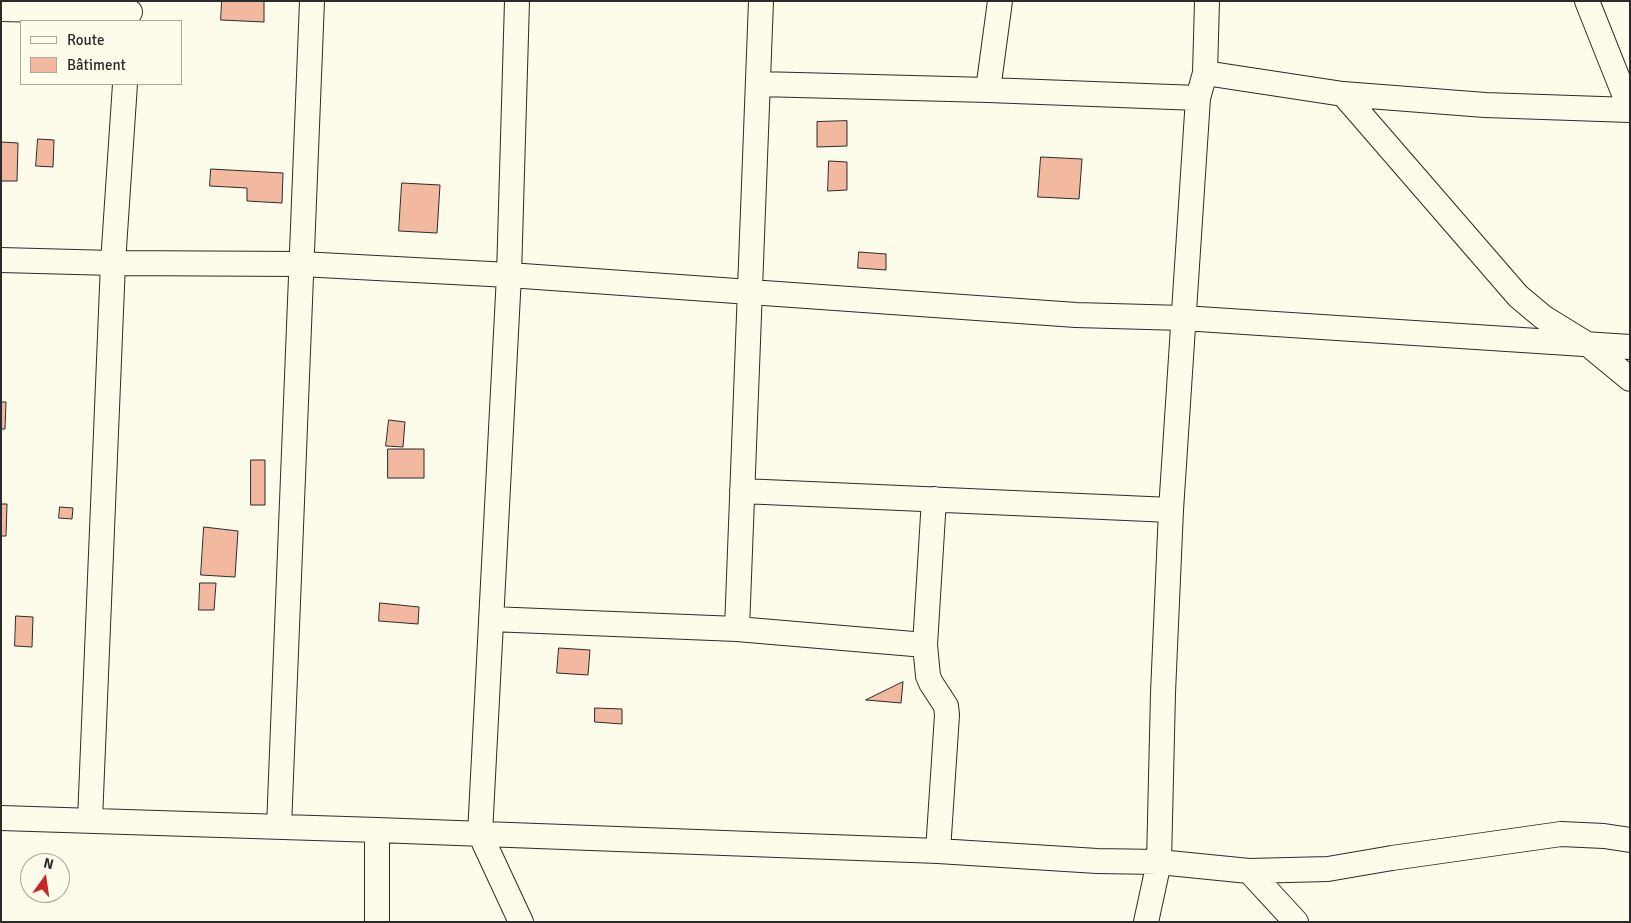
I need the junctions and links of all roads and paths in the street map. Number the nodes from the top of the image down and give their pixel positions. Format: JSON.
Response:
{"nodes":[{"id":1,"x":312,"y":1,"type":"edge"},
{"id":2,"x":516,"y":1,"type":"edge"},
{"id":3,"x":762,"y":1,"type":"edge"},
{"id":4,"x":1000,"y":1,"type":"edge"},
{"id":5,"x":1207,"y":1,"type":"edge"},
{"id":6,"x":1587,"y":1,"type":"edge"},
{"id":7,"x":1,"y":9,"type":"edge"},
{"id":8,"x":130,"y":11,"type":"edge"},
{"id":9,"x":1205,"y":73,"type":"junction"},
{"id":10,"x":759,"y":84,"type":"junction"},
{"id":11,"x":125,"y":85,"type":"edge"},
{"id":12,"x":988,"y":90,"type":"junction"},
{"id":13,"x":1343,"y":94,"type":"junction"},
{"id":14,"x":1198,"y":98,"type":"junction"},
{"id":15,"x":1630,"y":110,"type":"edge"},
{"id":16,"x":1,"y":260,"type":"edge"},
{"id":17,"x":113,"y":263,"type":"junction"},
{"id":18,"x":301,"y":264,"type":"junction"},
{"id":19,"x":509,"y":275,"type":"junction"},
{"id":20,"x":750,"y":291,"type":"junction"},
{"id":21,"x":1183,"y":318,"type":"junction"},
{"id":22,"x":1590,"y":346,"type":"junction"},
{"id":23,"x":1630,"y":347,"type":"edge"},
{"id":24,"x":1630,"y":379,"type":"edge"},
{"id":25,"x":742,"y":491,"type":"junction"},
{"id":26,"x":934,"y":500,"type":"junction"},
{"id":27,"x":1171,"y":510,"type":"junction"},
{"id":28,"x":491,"y":619,"type":"junction"},
{"id":29,"x":737,"y":630,"type":"junction"},
{"id":30,"x":925,"y":645,"type":"junction"},
{"id":31,"x":1,"y":818,"type":"edge"},
{"id":32,"x":90,"y":820,"type":"junction"},
{"id":33,"x":279,"y":827,"type":"junction"},
{"id":34,"x":377,"y":830,"type":"junction"},
{"id":35,"x":480,"y":834,"type":"junction"},
{"id":36,"x":1630,"y":840,"type":"edge"},
{"id":37,"x":938,"y":851,"type":"junction"},
{"id":38,"x":1159,"y":862,"type":"junction"},
{"id":39,"x":1249,"y":871,"type":"junction"},
{"id":40,"x":377,"y":922,"type":"edge"},
{"id":41,"x":521,"y":922,"type":"edge"},
{"id":42,"x":1146,"y":922,"type":"edge"},
{"id":43,"x":1296,"y":922,"type":"edge"}],
"edges":[{"from":1,"to":18,"type":"street"},
{"from":2,"to":19,"type":"street"},
{"from":3,"to":10,"type":"street"},
{"from":4,"to":12,"type":"street"},
{"from":5,"to":9,"type":"street"},
{"from":6,"to":15,"type":"street"},
{"from":7,"to":8,"type":"street"},
{"from":9,"to":13,"type":"street"},
{"from":9,"to":14,"type":"street"},
{"from":10,"to":12,"type":"street"},
{"from":10,"to":20,"type":"street"},
{"from":11,"to":17,"type":"street"},
{"from":12,"to":14,"type":"street"},
{"from":13,"to":15,"type":"street"},
{"from":13,"to":22,"type":"street"},
{"from":14,"to":21,"type":"street"},
{"from":16,"to":17,"type":"street"},
{"from":17,"to":18,"type":"street"},
{"from":17,"to":32,"type":"street"},
{"from":18,"to":19,"type":"street"},
{"from":18,"to":33,"type":"street"},
{"from":19,"to":20,"type":"street"},
{"from":19,"to":28,"type":"street"},
{"from":20,"to":21,"type":"street"},
{"from":20,"to":25,"type":"street"},
{"from":21,"to":22,"type":"street"},
{"from":21,"to":27,"type":"street"},
{"from":22,"to":23,"type":"street"},
{"from":22,"to":24,"type":"street"},
{"from":25,"to":26,"type":"street"},
{"from":25,"to":29,"type":"street"},
{"from":26,"to":27,"type":"street"},
{"from":26,"to":30,"type":"street"},
{"from":27,"to":38,"type":"street"},
{"from":28,"to":29,"type":"street"},
{"from":28,"to":35,"type":"street"},
{"from":29,"to":30,"type":"street"},
{"from":30,"to":37,"type":"street"},
{"from":31,"to":32,"type":"street"},
{"from":32,"to":33,"type":"street"},
{"from":33,"to":34,"type":"street"},
{"from":34,"to":35,"type":"street"},
{"from":34,"to":40,"type":"street"},
{"from":35,"to":37,"type":"street"},
{"from":35,"to":41,"type":"street"},
{"from":36,"to":39,"type":"street"},
{"from":37,"to":38,"type":"street"},
{"from":38,"to":39,"type":"street"},
{"from":38,"to":42,"type":"street"},
{"from":39,"to":43,"type":"street"}]}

What is needed: Return the listing above unaltered, omitting its pictures.

Result of this task:
I need the junctions and links of all roads and paths in the street map. Number the nodes from the top of the image down and give their pixel positions. Format: JSON.
Response:
{"nodes":[{"id":1,"x":312,"y":1,"type":"edge"},
{"id":2,"x":516,"y":1,"type":"edge"},
{"id":3,"x":762,"y":1,"type":"edge"},
{"id":4,"x":1000,"y":1,"type":"edge"},
{"id":5,"x":1207,"y":1,"type":"edge"},
{"id":6,"x":1587,"y":1,"type":"edge"},
{"id":7,"x":1,"y":9,"type":"edge"},
{"id":8,"x":130,"y":11,"type":"edge"},
{"id":9,"x":1205,"y":73,"type":"junction"},
{"id":10,"x":759,"y":84,"type":"junction"},
{"id":11,"x":125,"y":85,"type":"edge"},
{"id":12,"x":988,"y":90,"type":"junction"},
{"id":13,"x":1343,"y":94,"type":"junction"},
{"id":14,"x":1198,"y":98,"type":"junction"},
{"id":15,"x":1630,"y":110,"type":"edge"},
{"id":16,"x":1,"y":260,"type":"edge"},
{"id":17,"x":113,"y":263,"type":"junction"},
{"id":18,"x":301,"y":264,"type":"junction"},
{"id":19,"x":509,"y":275,"type":"junction"},
{"id":20,"x":750,"y":291,"type":"junction"},
{"id":21,"x":1183,"y":318,"type":"junction"},
{"id":22,"x":1590,"y":346,"type":"junction"},
{"id":23,"x":1630,"y":347,"type":"edge"},
{"id":24,"x":1630,"y":379,"type":"edge"},
{"id":25,"x":742,"y":491,"type":"junction"},
{"id":26,"x":934,"y":500,"type":"junction"},
{"id":27,"x":1171,"y":510,"type":"junction"},
{"id":28,"x":491,"y":619,"type":"junction"},
{"id":29,"x":737,"y":630,"type":"junction"},
{"id":30,"x":925,"y":645,"type":"junction"},
{"id":31,"x":1,"y":818,"type":"edge"},
{"id":32,"x":90,"y":820,"type":"junction"},
{"id":33,"x":279,"y":827,"type":"junction"},
{"id":34,"x":377,"y":830,"type":"junction"},
{"id":35,"x":480,"y":834,"type":"junction"},
{"id":36,"x":1630,"y":840,"type":"edge"},
{"id":37,"x":938,"y":851,"type":"junction"},
{"id":38,"x":1159,"y":862,"type":"junction"},
{"id":39,"x":1249,"y":871,"type":"junction"},
{"id":40,"x":377,"y":922,"type":"edge"},
{"id":41,"x":521,"y":922,"type":"edge"},
{"id":42,"x":1146,"y":922,"type":"edge"},
{"id":43,"x":1296,"y":922,"type":"edge"}],
"edges":[{"from":1,"to":18,"type":"street"},
{"from":2,"to":19,"type":"street"},
{"from":3,"to":10,"type":"street"},
{"from":4,"to":12,"type":"street"},
{"from":5,"to":9,"type":"street"},
{"from":6,"to":15,"type":"street"},
{"from":7,"to":8,"type":"street"},
{"from":9,"to":13,"type":"street"},
{"from":9,"to":14,"type":"street"},
{"from":10,"to":12,"type":"street"},
{"from":10,"to":20,"type":"street"},
{"from":11,"to":17,"type":"street"},
{"from":12,"to":14,"type":"street"},
{"from":13,"to":15,"type":"street"},
{"from":13,"to":22,"type":"street"},
{"from":14,"to":21,"type":"street"},
{"from":16,"to":17,"type":"street"},
{"from":17,"to":18,"type":"street"},
{"from":17,"to":32,"type":"street"},
{"from":18,"to":19,"type":"street"},
{"from":18,"to":33,"type":"street"},
{"from":19,"to":20,"type":"street"},
{"from":19,"to":28,"type":"street"},
{"from":20,"to":21,"type":"street"},
{"from":20,"to":25,"type":"street"},
{"from":21,"to":22,"type":"street"},
{"from":21,"to":27,"type":"street"},
{"from":22,"to":23,"type":"street"},
{"from":22,"to":24,"type":"street"},
{"from":25,"to":26,"type":"street"},
{"from":25,"to":29,"type":"street"},
{"from":26,"to":27,"type":"street"},
{"from":26,"to":30,"type":"street"},
{"from":27,"to":38,"type":"street"},
{"from":28,"to":29,"type":"street"},
{"from":28,"to":35,"type":"street"},
{"from":29,"to":30,"type":"street"},
{"from":30,"to":37,"type":"street"},
{"from":31,"to":32,"type":"street"},
{"from":32,"to":33,"type":"street"},
{"from":33,"to":34,"type":"street"},
{"from":34,"to":35,"type":"street"},
{"from":34,"to":40,"type":"street"},
{"from":35,"to":37,"type":"street"},
{"from":35,"to":41,"type":"street"},
{"from":36,"to":39,"type":"street"},
{"from":37,"to":38,"type":"street"},
{"from":38,"to":39,"type":"street"},
{"from":38,"to":42,"type":"street"},
{"from":39,"to":43,"type":"street"}]}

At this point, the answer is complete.